On our cruise, I shared these thoughts with Don, my brother and sister-in-law. Arnold reminded us of a song from the 70’s or 80’s.

“And they’ll know we are Christians by our love, by our love,
Yes, they’ll know we are Christians by our love.
And we’ll guard each man’s dignity and save each man’s pride.
And they’ll know we are Christians by our love.”

I could not deceive myself (or anyone else) that I had guarded each man/woman’s dignity and pride by my actions. From a time perspective, our need seemed greater than others’ that night. But did that justify my actions? At what cost was my power play?
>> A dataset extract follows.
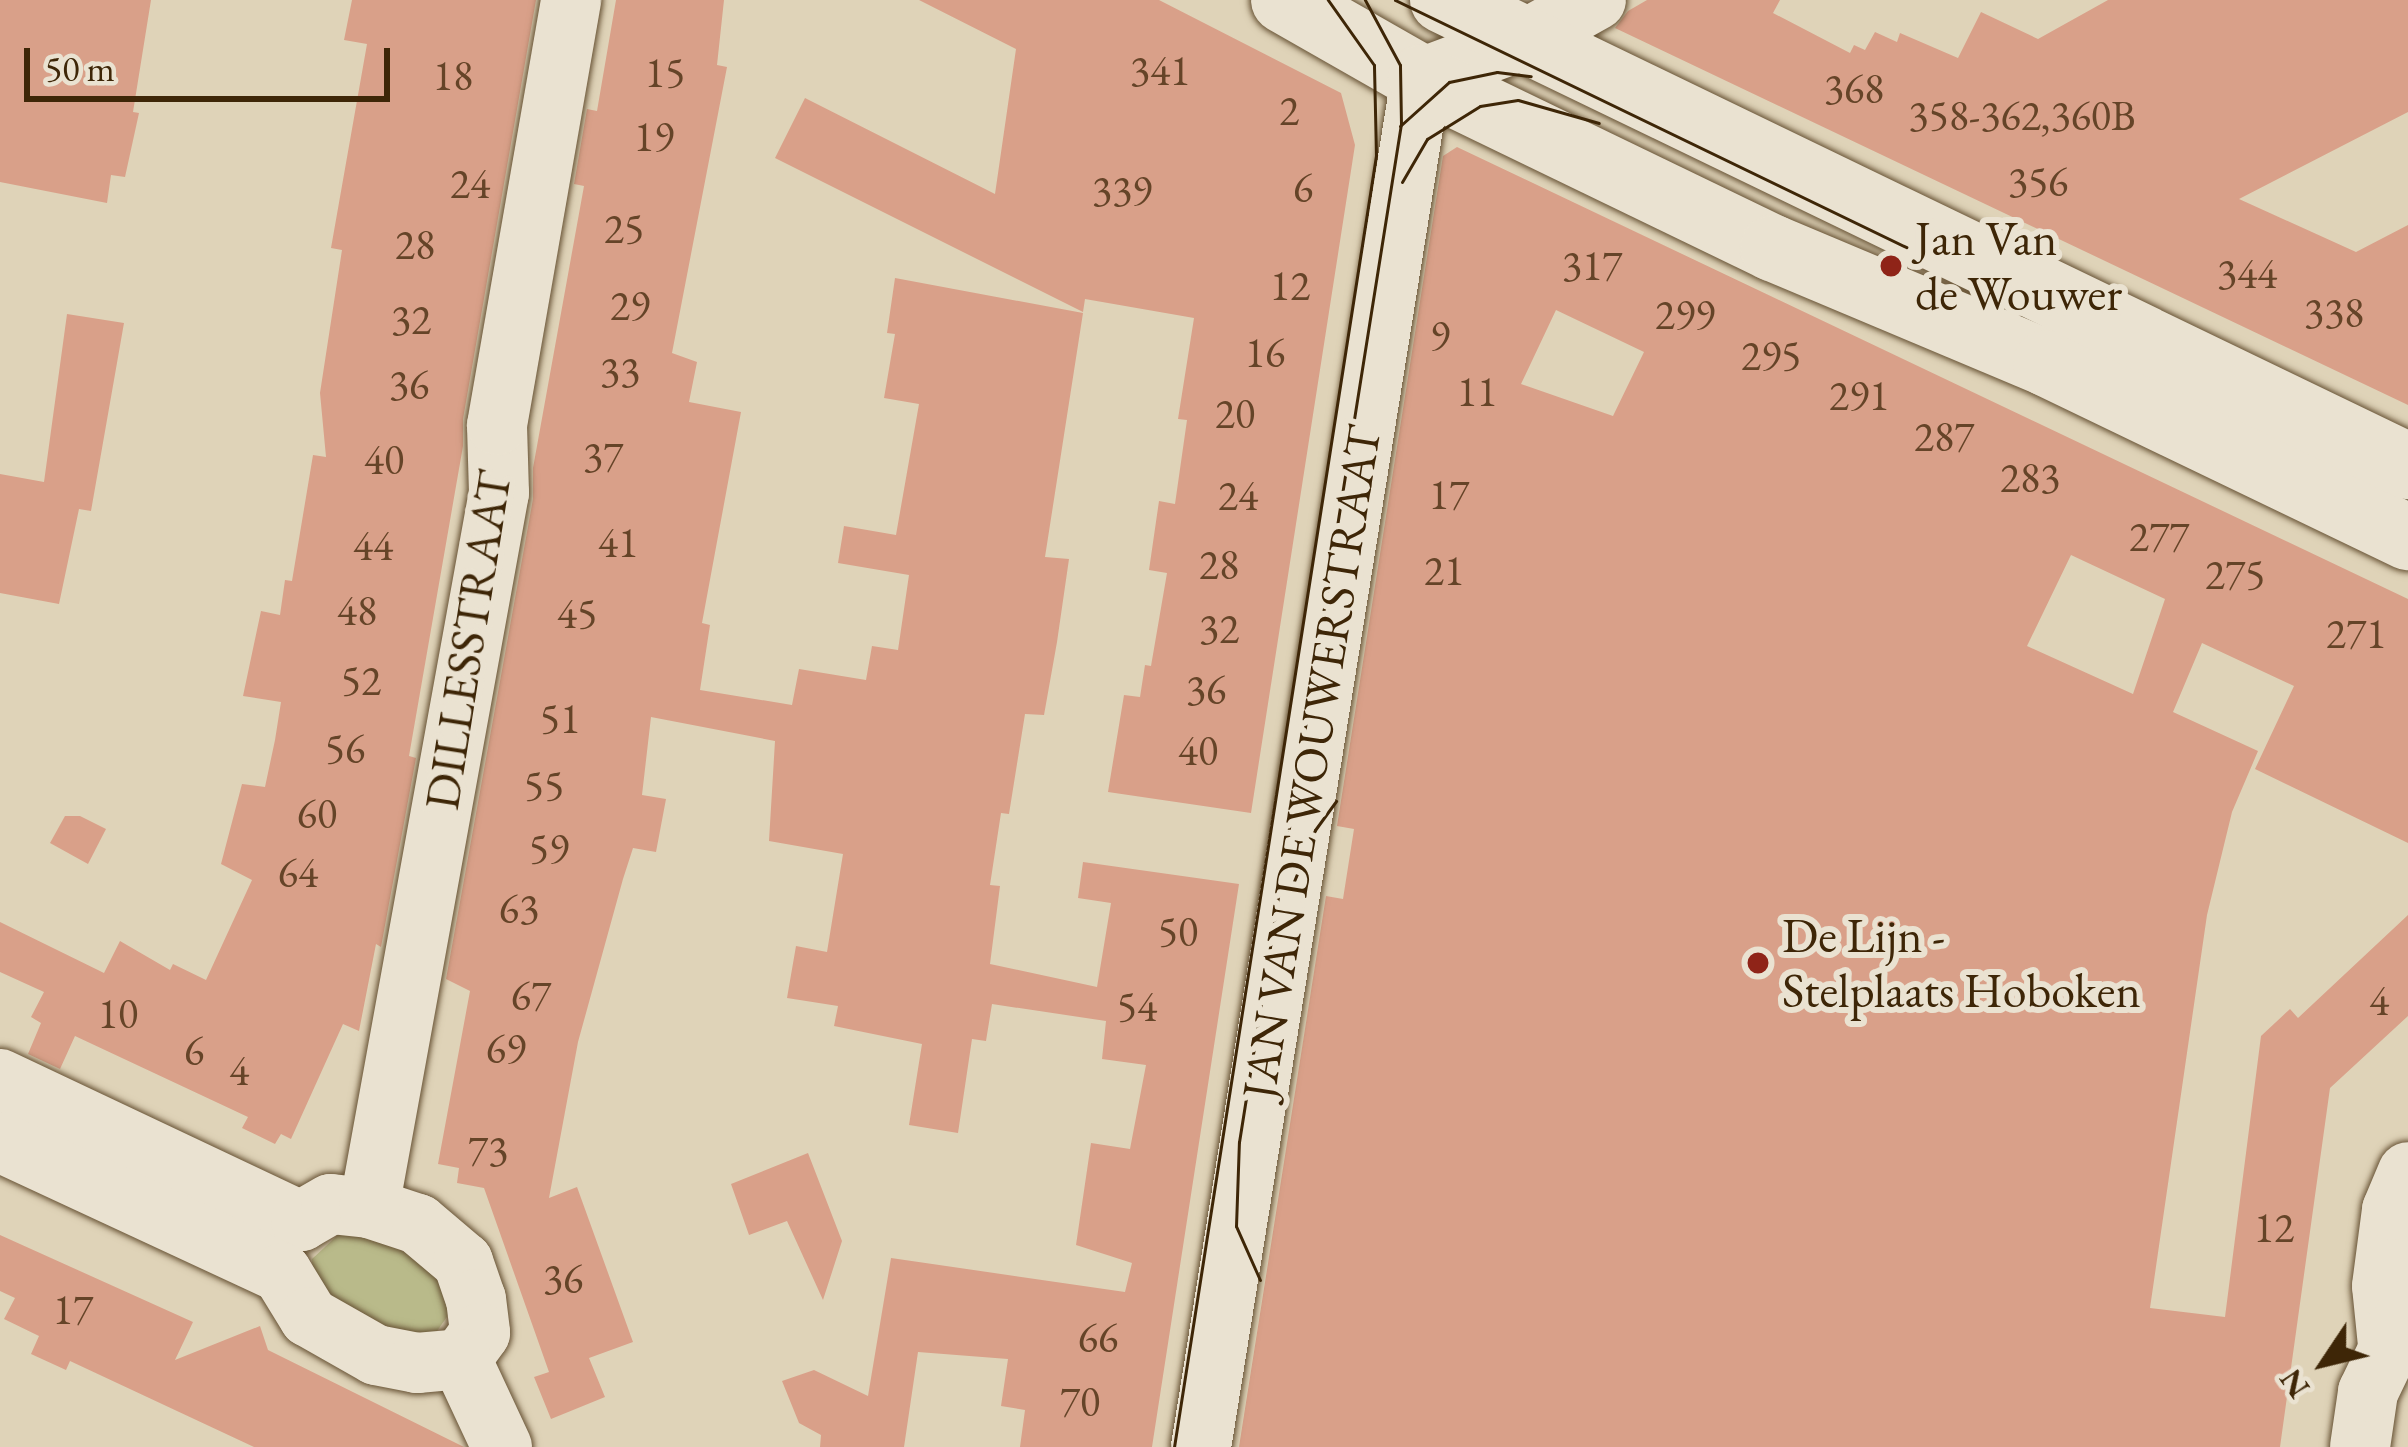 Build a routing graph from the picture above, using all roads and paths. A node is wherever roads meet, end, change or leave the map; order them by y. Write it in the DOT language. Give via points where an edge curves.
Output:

In all honesty, I can’t say I will never do this again. But I hope that next time I will think more about others’ dignity and just treatment before I take an action that benefits me at the expense of others.

Comments

  1. Thuan Vuong says:

    Although I would hesitate to label the action mentioned as without moral implications, at the same time, I would definitely not call it “wrong” in the sense of “stepping on another’s dignity.” When the President comes to town here in L.A., roads are blocked, highways are closed, and hundreds of people are inconvenienced so that he can get to his destination quickly. No one thinks twice about all those people being put out because this one man happens to pass through town. Much money (way more than $20) was passed between numerous parties to get the President quickly to his destination. Someone might say he is more important than you, but I also have arguments to the contrary. In your case, the maitre’d had control of the assets, and you purchased it. Sounds like an capitalistic exchange of supply and demand to me. It’s just that the purchasing option was not open to the public.
    In most of the world, “underhanded” transactions of money occur all the time. In Vietnam, when I was working with my mother, money exchanged with the police so that I could get the papers I needed for my mom. More backdoor money exchanges transpired to get our adopted daughter out of her native country. This is not a confession. “Officials” already know this and won’t be surprised by what I say.
    I am not saying whether the restaurant exchange is right or wrong (that’s your call), but I doubt if anyone in the restaurant was the worse for wear. And even if they did find out, I doubt if it is a godly sense of impartial justice that will come into play but a sense of their own “importance” not recognized. I think that I, for one, would not have a moral qualm doing what you did. (Yes you can label me less of a Christian). I just see that there is more than one way to look at the incident.

    1. carolnl says:

      Thuan, I appreciate your thoughtful response. First, I would never label you as to your faith…I have seen its outworking in your life and besides, I’m learning that labels are often worthless and detract from real relationship. I understand your point and perhaps the issue in question is as you say, one that is common in practice. I’ve seen it – and been part of it – in Mexico as you have been in Vietnam, and as the example you give of the President being in Los Angeles and the people who are inconvenienced, the money exchanged, to get him to his destination quickly. I guess what I want to be aware of–not paranoid about, but aware of–is the inequities of life…the class, financial, social and political structures that say one person’s time or person is of higher importance than another’s. It’s easy to take advantage of those systems and I want to be sensitive to not abusing gifts I have been given. Does that make sense? It’s so nice to hear from you and get your feedback on my thoughts. Thanks for taking the time to respond.

  2. Shelly Mincy says:

    WOW didn’t know that really worked. Kind of makes me want to try it sometime. OK, back to what Jesus would do…Next time you hear the maitre d’ tell someone how long they will have to wait pay it forward for them. Then your slate will be clear so to speak. If we don’t have a twinge of guilt or contemplation then we never move forward or learn.

    1. carolnl says:

      Shelly, what a creative idea. Love it! Thanks.